Para pesquisadora da UFRGS, brasileiros devem novamente tender ao centro nestas eleições - mas, na visão dela, nenhum candidato está nesse posto

Geraldo Alckmin: ele ainda não teve fôlego para cair nas graças do eleitor que prefere o centro (Adriano Machado/Reuters)

Talita Abrantes

Publicado em 27 de julho de 2018 às 16h40.

Última atualização em 31 de julho de 2018 às 13h43.

São Paulo - Nos últimos quatro anos, muitos fatores alteraram a lógica política brasileira - e algumas dessas mudanças devem impactar estratégias e desempenhos dos candidatos nas eleições de 2018 . Apesar dessas mudanças, alguns velhos paradigmas permanecerão relevantes na disputa eleitoral, segundo a cientista política Silvana Krause, professora da Universidade Federal do Rio Grande do Sul (UFRGS) e especialista em coligações partidárias.

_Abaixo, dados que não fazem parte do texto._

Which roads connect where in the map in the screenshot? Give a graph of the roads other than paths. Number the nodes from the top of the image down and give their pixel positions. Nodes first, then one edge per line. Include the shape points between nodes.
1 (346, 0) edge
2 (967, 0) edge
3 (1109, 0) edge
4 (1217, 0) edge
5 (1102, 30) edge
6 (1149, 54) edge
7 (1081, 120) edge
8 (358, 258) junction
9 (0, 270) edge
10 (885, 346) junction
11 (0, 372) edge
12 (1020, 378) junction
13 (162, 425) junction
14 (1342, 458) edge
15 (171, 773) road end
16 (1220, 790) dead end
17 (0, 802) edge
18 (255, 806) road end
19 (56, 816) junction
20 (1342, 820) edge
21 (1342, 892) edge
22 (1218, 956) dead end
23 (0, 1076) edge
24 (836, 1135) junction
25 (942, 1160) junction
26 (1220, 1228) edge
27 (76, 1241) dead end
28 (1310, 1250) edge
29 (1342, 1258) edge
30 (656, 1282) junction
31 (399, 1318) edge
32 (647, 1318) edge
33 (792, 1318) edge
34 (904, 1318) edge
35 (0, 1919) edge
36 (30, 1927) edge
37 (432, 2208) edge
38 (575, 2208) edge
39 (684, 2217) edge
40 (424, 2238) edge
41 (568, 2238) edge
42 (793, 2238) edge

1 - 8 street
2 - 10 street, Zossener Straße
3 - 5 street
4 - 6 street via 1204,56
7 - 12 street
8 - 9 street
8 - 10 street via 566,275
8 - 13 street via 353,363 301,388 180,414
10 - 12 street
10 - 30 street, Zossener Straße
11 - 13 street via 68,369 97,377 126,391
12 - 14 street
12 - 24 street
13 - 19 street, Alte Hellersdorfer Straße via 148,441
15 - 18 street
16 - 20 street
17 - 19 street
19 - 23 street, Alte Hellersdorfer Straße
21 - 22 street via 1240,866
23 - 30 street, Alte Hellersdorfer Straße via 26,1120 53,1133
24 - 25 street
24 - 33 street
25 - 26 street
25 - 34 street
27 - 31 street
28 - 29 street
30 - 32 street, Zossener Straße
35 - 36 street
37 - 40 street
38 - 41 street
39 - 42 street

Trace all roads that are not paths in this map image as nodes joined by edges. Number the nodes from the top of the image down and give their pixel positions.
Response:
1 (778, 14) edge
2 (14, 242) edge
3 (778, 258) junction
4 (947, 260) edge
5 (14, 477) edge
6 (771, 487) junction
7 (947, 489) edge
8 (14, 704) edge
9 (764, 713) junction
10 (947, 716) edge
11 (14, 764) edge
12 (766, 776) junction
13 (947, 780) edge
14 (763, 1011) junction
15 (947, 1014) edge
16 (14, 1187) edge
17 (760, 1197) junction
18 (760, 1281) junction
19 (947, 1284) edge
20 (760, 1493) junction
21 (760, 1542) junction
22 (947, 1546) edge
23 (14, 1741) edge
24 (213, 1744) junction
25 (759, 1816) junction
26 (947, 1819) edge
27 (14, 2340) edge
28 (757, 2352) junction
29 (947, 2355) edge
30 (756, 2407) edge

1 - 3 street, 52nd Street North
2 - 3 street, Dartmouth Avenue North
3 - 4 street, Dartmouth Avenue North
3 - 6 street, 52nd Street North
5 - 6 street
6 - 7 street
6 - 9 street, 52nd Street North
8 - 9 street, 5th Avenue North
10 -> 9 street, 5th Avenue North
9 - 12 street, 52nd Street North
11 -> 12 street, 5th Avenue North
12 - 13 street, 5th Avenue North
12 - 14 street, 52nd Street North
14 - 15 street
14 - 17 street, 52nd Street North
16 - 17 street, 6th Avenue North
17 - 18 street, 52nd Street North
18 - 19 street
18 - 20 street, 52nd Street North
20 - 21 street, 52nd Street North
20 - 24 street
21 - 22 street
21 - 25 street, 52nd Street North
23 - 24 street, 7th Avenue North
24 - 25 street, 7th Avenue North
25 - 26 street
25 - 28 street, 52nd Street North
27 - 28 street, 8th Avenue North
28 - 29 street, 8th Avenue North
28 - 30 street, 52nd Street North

Segundo a pesquisadora, a necessidade de palanques fortes nos estados é um deles. Por si só, esse fato penalizaria os presidenciáveis que ainda estão patinando ao compor suas alianças. O outro é a tendência do brasileiro de apoiar chapas centristas. O problema: até agora, ninguém conseguiu assumir esse posto, segundo a pesquisadora.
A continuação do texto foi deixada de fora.